■ **TASK ITEM**
Where a line in the material below has the string "переулок", please report it.

■ **RECORDS FOR THIS TASK**
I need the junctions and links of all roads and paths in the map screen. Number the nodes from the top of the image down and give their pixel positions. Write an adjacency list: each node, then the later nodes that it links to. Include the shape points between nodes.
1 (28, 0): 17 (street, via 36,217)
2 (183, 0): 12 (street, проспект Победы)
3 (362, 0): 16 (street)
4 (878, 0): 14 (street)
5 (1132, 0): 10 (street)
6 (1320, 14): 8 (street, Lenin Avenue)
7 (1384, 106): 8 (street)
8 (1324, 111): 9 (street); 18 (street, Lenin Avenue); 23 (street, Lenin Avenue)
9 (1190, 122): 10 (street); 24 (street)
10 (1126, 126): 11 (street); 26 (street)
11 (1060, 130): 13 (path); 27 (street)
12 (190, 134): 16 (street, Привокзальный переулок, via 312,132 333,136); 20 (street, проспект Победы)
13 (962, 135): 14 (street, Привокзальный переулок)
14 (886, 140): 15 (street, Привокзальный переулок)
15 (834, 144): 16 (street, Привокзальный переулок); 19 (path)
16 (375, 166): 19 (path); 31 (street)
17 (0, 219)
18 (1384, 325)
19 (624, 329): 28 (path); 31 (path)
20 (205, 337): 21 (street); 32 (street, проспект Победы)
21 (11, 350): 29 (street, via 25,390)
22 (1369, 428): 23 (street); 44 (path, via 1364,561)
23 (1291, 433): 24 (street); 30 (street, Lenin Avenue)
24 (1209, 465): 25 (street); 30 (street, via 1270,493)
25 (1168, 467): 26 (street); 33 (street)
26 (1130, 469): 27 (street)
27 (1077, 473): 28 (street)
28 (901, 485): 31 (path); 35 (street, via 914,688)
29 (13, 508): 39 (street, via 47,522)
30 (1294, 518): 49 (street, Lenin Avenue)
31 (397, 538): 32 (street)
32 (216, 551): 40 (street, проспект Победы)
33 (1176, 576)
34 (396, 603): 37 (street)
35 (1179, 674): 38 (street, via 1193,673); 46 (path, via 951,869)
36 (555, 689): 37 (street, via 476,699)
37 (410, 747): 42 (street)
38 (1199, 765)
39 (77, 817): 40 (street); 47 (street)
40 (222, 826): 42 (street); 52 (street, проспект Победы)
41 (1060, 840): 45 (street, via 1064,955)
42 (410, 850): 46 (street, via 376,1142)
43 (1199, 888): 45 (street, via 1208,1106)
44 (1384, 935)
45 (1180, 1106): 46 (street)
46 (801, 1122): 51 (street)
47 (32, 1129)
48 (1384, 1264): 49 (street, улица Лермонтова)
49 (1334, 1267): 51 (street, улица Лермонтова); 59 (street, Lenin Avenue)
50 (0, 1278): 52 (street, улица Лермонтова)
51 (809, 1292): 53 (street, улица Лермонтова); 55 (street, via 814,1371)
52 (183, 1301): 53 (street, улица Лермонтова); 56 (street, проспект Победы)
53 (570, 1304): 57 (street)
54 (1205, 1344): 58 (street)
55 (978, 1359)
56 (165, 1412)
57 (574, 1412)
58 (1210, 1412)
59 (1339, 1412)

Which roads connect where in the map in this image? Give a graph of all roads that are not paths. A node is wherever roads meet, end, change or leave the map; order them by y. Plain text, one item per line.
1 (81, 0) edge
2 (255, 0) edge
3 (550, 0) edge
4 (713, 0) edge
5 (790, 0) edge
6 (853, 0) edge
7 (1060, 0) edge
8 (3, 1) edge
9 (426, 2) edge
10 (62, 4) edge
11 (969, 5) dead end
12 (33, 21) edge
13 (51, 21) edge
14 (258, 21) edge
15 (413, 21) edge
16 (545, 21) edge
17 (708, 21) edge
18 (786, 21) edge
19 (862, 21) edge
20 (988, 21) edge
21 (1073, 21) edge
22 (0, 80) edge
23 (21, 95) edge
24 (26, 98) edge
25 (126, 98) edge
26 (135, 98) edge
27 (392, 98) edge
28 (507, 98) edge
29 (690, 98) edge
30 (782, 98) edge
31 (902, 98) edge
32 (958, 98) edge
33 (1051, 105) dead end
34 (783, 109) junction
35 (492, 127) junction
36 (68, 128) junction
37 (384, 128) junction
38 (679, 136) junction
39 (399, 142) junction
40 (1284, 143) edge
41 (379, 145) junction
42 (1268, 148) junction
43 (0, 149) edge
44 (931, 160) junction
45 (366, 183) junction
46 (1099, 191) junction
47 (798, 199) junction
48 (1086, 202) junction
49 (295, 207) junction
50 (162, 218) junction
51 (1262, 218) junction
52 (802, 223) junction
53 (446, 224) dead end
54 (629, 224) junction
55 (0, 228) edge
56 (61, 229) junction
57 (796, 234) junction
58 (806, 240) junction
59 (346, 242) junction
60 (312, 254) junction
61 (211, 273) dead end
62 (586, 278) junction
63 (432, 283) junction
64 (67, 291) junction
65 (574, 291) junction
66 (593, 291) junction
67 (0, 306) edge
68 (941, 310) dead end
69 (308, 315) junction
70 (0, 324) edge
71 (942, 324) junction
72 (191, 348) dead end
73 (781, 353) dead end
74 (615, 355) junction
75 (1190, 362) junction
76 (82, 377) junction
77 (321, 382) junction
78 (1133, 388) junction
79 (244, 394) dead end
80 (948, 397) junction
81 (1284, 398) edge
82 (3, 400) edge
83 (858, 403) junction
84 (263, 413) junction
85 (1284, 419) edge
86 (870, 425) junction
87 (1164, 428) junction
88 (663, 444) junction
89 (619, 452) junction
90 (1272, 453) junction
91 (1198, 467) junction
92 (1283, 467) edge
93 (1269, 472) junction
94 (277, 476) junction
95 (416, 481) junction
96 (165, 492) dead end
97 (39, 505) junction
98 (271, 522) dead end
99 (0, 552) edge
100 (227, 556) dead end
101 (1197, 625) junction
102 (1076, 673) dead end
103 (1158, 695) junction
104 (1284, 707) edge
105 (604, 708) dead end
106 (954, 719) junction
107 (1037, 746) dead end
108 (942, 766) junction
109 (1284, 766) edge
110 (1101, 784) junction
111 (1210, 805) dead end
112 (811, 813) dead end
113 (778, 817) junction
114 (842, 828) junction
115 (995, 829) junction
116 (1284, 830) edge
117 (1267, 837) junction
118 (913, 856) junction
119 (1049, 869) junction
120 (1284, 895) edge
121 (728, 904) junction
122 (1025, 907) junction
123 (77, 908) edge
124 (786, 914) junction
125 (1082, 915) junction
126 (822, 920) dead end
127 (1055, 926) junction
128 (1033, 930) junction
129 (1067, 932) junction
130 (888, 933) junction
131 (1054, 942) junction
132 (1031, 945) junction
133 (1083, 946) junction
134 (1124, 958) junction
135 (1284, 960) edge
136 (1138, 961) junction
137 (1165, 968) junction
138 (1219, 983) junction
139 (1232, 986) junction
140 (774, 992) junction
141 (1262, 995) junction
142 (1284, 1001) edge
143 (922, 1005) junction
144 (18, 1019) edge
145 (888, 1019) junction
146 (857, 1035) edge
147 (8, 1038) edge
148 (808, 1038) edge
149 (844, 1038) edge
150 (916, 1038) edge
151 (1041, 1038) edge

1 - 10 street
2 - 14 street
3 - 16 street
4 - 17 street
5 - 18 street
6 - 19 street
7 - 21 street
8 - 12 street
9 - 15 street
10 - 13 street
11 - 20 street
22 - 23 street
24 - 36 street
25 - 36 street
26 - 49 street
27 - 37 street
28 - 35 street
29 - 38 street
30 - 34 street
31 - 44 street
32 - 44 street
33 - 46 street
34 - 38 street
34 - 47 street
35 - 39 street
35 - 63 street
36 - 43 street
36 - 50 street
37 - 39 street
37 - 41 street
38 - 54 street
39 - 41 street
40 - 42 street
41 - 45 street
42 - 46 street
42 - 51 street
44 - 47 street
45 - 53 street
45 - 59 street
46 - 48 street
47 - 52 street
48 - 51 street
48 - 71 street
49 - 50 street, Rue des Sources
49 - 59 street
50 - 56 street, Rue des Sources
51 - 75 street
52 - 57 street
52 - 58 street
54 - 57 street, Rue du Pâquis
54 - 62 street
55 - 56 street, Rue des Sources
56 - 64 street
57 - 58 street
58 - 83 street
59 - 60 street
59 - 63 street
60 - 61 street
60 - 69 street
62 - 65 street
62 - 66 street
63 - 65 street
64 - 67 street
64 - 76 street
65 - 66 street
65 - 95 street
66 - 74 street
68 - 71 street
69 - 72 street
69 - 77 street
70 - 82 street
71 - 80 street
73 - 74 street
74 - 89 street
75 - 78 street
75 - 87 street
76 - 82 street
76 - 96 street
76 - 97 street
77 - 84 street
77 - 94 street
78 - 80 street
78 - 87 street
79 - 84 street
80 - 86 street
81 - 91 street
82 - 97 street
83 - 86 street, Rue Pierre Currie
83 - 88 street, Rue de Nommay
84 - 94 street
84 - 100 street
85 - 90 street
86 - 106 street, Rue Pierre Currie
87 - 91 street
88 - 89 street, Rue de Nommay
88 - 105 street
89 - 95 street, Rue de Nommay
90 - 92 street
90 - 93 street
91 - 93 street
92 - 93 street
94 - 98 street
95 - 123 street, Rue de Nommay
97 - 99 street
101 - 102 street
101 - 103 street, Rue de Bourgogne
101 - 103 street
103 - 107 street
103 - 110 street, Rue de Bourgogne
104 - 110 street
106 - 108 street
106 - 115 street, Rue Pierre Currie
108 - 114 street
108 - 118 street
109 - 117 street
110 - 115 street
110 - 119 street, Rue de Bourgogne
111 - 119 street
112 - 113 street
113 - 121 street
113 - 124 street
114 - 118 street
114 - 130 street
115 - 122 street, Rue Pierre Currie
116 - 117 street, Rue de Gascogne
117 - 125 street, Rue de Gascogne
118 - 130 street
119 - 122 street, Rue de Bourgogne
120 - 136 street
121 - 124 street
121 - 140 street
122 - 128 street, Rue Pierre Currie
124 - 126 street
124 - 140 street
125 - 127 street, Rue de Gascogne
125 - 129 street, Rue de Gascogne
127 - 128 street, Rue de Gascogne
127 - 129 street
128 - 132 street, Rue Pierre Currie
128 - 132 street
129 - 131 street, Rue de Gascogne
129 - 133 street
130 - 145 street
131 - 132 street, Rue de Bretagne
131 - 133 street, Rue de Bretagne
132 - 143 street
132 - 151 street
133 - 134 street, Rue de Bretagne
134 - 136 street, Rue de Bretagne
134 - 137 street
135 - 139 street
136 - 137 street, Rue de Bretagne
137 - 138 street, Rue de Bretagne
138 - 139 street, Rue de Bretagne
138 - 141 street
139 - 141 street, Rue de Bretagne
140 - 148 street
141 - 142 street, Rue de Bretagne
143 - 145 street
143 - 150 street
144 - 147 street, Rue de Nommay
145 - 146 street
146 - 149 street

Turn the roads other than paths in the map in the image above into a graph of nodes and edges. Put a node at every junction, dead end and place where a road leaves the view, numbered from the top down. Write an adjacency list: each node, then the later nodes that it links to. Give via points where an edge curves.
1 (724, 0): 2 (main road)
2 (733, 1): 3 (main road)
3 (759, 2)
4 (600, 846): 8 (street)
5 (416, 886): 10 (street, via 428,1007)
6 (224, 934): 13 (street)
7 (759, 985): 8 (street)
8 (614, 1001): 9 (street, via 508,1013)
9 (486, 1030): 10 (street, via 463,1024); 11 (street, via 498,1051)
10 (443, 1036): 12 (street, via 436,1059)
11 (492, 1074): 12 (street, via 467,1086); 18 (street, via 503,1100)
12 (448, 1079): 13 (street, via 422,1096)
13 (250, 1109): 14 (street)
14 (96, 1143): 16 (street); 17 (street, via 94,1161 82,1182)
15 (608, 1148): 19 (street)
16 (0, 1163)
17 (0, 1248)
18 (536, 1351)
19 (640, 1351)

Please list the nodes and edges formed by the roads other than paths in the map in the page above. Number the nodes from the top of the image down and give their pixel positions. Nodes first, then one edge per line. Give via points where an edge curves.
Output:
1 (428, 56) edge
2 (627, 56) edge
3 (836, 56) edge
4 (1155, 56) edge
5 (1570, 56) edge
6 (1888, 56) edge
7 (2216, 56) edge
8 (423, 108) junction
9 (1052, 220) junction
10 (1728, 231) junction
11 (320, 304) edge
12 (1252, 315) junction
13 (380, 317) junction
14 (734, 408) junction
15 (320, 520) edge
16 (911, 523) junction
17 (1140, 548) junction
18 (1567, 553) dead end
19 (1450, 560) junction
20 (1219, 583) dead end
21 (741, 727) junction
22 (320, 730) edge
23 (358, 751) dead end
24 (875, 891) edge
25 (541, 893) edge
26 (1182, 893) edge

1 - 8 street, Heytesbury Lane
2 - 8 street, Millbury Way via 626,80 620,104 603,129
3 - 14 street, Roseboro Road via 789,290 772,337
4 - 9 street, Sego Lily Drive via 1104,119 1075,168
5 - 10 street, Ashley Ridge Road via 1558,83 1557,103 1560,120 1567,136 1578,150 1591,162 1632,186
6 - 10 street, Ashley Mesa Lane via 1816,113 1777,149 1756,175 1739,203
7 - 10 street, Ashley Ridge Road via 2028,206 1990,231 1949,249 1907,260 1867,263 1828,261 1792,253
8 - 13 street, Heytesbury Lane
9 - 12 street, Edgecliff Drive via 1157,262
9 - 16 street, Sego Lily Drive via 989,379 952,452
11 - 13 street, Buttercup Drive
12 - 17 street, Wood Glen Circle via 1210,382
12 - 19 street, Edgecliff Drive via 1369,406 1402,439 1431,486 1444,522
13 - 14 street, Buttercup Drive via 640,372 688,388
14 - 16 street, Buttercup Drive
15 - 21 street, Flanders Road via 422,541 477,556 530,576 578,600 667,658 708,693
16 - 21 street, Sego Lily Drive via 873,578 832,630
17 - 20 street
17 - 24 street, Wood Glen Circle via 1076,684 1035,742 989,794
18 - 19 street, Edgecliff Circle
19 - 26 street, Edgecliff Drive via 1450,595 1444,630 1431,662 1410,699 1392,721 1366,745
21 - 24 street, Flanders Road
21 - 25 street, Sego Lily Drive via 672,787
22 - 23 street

■ **RESPONSE**
12 (190, 134): 16 (street, Привокзальный переулок, via 312,132 333,136); 20 (street, проспект Победы)
13 (962, 135): 14 (street, Привокзальный переулок)
14 (886, 140): 15 (street, Привокзальный переулок)
15 (834, 144): 16 (street, Привокзальный переулок); 19 (path)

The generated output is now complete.